Commentators remarking on U.S. Supreme Court Justice Neil Gorsuch have widely perceived during that jurist’s short tenure thus far that he is a solidly conservative voice on the court. Gorsuch is believed to favor big business and entrenched commercial interests pursuant to a so-called “textualist” philosophy. That mindset espouses statutory interpretation without regard to underlying legal purposes or legislative history.
It is thus with surprise that many court watchers are touting a recently Gorsuch-authored case opinion as a solid victory for American workers over established business interests. One national report terms it a “remarkable win” for labor.
That decision was announced earlier this month, with Gorsuch writing on behalf of a unanimous court. The tribunal ruled in favor of an individual seeking damages against a trucking company for misclassifying him as an independent contractor.

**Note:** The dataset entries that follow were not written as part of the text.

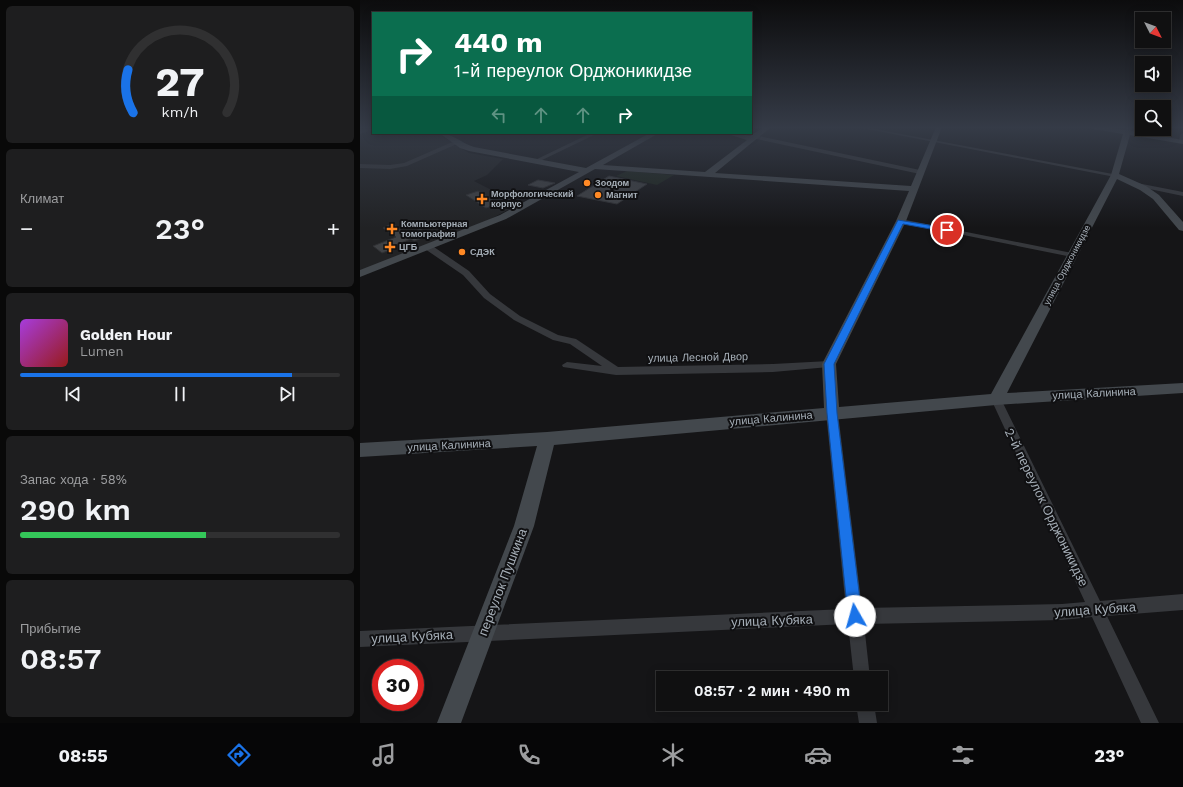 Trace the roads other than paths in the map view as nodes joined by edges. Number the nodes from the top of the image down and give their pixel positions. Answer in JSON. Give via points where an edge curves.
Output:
{"nodes":[{"id":1,"x":415,"y":161,"type":"edge"},
{"id":2,"x":536,"y":161,"type":"edge"},
{"id":3,"x":606,"y":161,"type":"edge"},
{"id":4,"x":725,"y":161,"type":"edge"},
{"id":5,"x":867,"y":161,"type":"edge"},
{"id":6,"x":925,"y":161,"type":"edge"},
{"id":7,"x":1041,"y":161,"type":"edge"},
{"id":8,"x":1119,"y":161,"type":"edge"},
{"id":9,"x":360,"y":166,"type":"edge"},
{"id":10,"x":591,"y":169,"type":"junction"},
{"id":11,"x":920,"y":172,"type":"junction"},
{"id":12,"x":707,"y":175,"type":"junction"},
{"id":13,"x":1115,"y":175,"type":"junction"},
{"id":14,"x":1137,"y":185,"type":"junction"},
{"id":15,"x":914,"y":189,"type":"junction"},
{"id":16,"x":1183,"y":194,"type":"edge"},
{"id":17,"x":901,"y":221,"type":"junction"},
{"id":18,"x":1183,"y":228,"type":"edge"},
{"id":19,"x":428,"y":247,"type":"junction"},
{"id":20,"x":1072,"y":255,"type":"junction"},
{"id":21,"x":360,"y":274,"type":"edge"},
{"id":22,"x":829,"y":364,"type":"junction"},
{"id":23,"x":567,"y":365,"type":"dead end"},
{"id":24,"x":616,"y":370,"type":"junction"},
{"id":25,"x":1183,"y":388,"type":"edge"},
{"id":26,"x":996,"y":399,"type":"junction"},
{"id":27,"x":832,"y":413,"type":"junction"},
{"id":28,"x":547,"y":439,"type":"junction"},
{"id":29,"x":360,"y":450,"type":"edge"},
{"id":30,"x":1183,"y":602,"type":"edge"},
{"id":31,"x":1096,"y":608,"type":"junction"},
{"id":32,"x":855,"y":616,"type":"junction"},
{"id":33,"x":482,"y":632,"type":"junction"},
{"id":34,"x":360,"y":639,"type":"edge"},
{"id":35,"x":861,"y":671,"type":"edge"},
{"id":36,"x":866,"y":711,"type":"edge"},
{"id":37,"x":449,"y":723,"type":"edge"},
{"id":38,"x":868,"y":723,"type":"edge"},
{"id":39,"x":1150,"y":723,"type":"edge"}],
"edges":[{"from":1,"to":9,"type":"street","via":[[390,168]]},
{"from":2,"to":10,"type":"street"},
{"from":3,"to":10,"type":"street"},
{"from":4,"to":12,"type":"street"},
{"from":5,"to":11,"type":"street"},
{"from":6,"to":11,"type":"street"},
{"from":7,"to":13,"type":"street"},
{"from":8,"to":13,"type":"street","name":"улица Орджоникидзе"},
{"from":10,"to":12,"type":"street"},
{"from":10,"to":19,"type":"street","via":[[503,217]]},
{"from":11,"to":15,"type":"street"},
{"from":12,"to":15,"type":"street"},
{"from":13,"to":14,"type":"street"},
{"from":13,"to":20,"type":"street","name":"улица Орджоникидзе"},
{"from":14,"to":16,"type":"street"},
{"from":14,"to":18,"type":"street","via":[[1156,197]]},
{"from":15,"to":17,"type":"street"},
{"from":17,"to":20,"type":"street"},
{"from":17,"to":22,"type":"street"},
{"from":19,"to":21,"type":"street"},
{"from":19,"to":24,"type":"street","via":[[466,273],[487,296],[517,318],[556,338],[573,340]]},
{"from":20,"to":26,"type":"street","name":"улица Орджоникидзе"},
{"from":22,"to":24,"type":"street","name":"улица Лесной Двор","via":[[772,368]]},
{"from":22,"to":27,"type":"street"},
{"from":23,"to":24,"type":"street","name":"улица Лесной Двор"},
{"from":25,"to":26,"type":"street","name":"улица Калинина"},
{"from":26,"to":27,"type":"street","name":"улица Калинина"},
{"from":26,"to":31,"type":"street","name":"2-й переулок Орджоникидзе"},
{"from":27,"to":28,"type":"street","name":"улица Калинина"},
{"from":27,"to":32,"type":"street"},
{"from":28,"to":29,"type":"street","name":"улица Калинина"},
{"from":28,"to":33,"type":"street","name":"переулок Пушкина","via":[[524,526]]},
{"from":30,"to":31,"type":"street","name":"улица Кубяка"},
{"from":31,"to":32,"type":"street","name":"улица Кубяка","via":[[1062,612]]},
{"from":31,"to":39,"type":"street","name":"2-й переулок Орджоникидзе"},
{"from":32,"to":33,"type":"street","name":"улица Кубяка"},
{"from":32,"to":35,"type":"street"},
{"from":33,"to":34,"type":"street","name":"улица Кубяка"},
{"from":33,"to":37,"type":"street","name":"переулок Пушкина"},
{"from":36,"to":38,"type":"street"}]}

The trucking company claimed a right under the Federal Arbitration Act to demand that the trucker settle his claim via private arbitration rather than through court-directed litigation. The plaintiff argued that an exemption in the legislation applicable to employees involved in interstate commerce allowed him to circumvent arbitration and proceed directly to court. The company countered that the FAA exclusion was inapplicable because the trucker was not an employee.

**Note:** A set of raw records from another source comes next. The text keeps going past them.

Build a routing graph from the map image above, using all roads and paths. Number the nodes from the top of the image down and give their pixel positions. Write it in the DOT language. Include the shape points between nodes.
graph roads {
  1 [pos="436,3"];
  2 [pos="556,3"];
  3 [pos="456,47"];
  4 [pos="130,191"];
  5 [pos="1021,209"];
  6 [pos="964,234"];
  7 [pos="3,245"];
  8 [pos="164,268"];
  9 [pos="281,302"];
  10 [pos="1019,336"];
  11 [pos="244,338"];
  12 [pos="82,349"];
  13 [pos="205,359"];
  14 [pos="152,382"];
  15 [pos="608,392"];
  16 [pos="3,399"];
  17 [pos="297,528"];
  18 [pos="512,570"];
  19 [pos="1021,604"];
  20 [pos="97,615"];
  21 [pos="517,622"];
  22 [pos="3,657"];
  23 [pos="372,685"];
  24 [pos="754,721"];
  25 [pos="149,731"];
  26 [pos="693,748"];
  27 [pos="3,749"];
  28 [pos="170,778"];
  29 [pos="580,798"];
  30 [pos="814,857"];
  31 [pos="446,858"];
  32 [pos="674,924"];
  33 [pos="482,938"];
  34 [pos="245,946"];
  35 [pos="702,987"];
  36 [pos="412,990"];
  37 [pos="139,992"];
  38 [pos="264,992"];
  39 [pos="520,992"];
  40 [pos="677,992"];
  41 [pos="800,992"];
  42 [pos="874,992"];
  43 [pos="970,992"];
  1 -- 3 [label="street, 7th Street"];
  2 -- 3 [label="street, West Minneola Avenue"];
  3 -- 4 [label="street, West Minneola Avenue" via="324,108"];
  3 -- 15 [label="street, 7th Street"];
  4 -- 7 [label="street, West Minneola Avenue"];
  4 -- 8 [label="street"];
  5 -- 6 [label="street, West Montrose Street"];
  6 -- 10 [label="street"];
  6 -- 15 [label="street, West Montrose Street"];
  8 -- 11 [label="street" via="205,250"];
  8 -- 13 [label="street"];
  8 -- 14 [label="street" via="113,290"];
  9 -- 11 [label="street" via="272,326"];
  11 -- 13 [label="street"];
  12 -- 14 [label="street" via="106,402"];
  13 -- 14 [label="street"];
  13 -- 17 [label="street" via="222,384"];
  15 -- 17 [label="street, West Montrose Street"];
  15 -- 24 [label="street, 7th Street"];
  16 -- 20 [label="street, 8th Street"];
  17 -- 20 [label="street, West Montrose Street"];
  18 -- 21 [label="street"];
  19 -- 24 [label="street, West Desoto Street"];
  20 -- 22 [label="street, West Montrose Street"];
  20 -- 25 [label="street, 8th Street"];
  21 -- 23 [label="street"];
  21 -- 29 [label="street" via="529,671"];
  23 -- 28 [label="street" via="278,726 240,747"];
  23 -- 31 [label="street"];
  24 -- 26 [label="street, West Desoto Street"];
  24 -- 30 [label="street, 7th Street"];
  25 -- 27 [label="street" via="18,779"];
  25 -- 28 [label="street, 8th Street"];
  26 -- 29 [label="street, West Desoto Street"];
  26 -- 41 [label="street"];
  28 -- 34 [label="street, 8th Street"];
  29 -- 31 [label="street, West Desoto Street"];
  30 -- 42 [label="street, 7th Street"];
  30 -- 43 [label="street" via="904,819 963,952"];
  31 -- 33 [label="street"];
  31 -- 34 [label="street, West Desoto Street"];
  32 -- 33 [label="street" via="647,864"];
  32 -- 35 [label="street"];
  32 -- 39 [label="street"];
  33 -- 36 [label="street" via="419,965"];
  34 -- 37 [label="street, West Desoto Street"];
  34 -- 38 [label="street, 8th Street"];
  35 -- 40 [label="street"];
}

That turned out to be a faulty interpretation, following Gorsuch’s analysis guided by inspection of the FAA from the perspective of legislators who worked on its enactment back in 1925. The above-cited Slate article notes that the court referenced “contemporaneous statutes and rulings” as well as multiple dictionaries from nearly a century ago to determine how lawmakers then understood employment. They reportedly did so in a manner that included “work agreements involving independent contractors.”
The court ruled that the modern-day reading of the statute must remain the same. As a result, it held that independent contractors engaged in interstate commerce can bypass arbitration and head straight to court to address an employment-related work dispute.
Slate calls the case outcome “a considerable success for labor rights at a time when corporate interests dominate the Supreme Court.”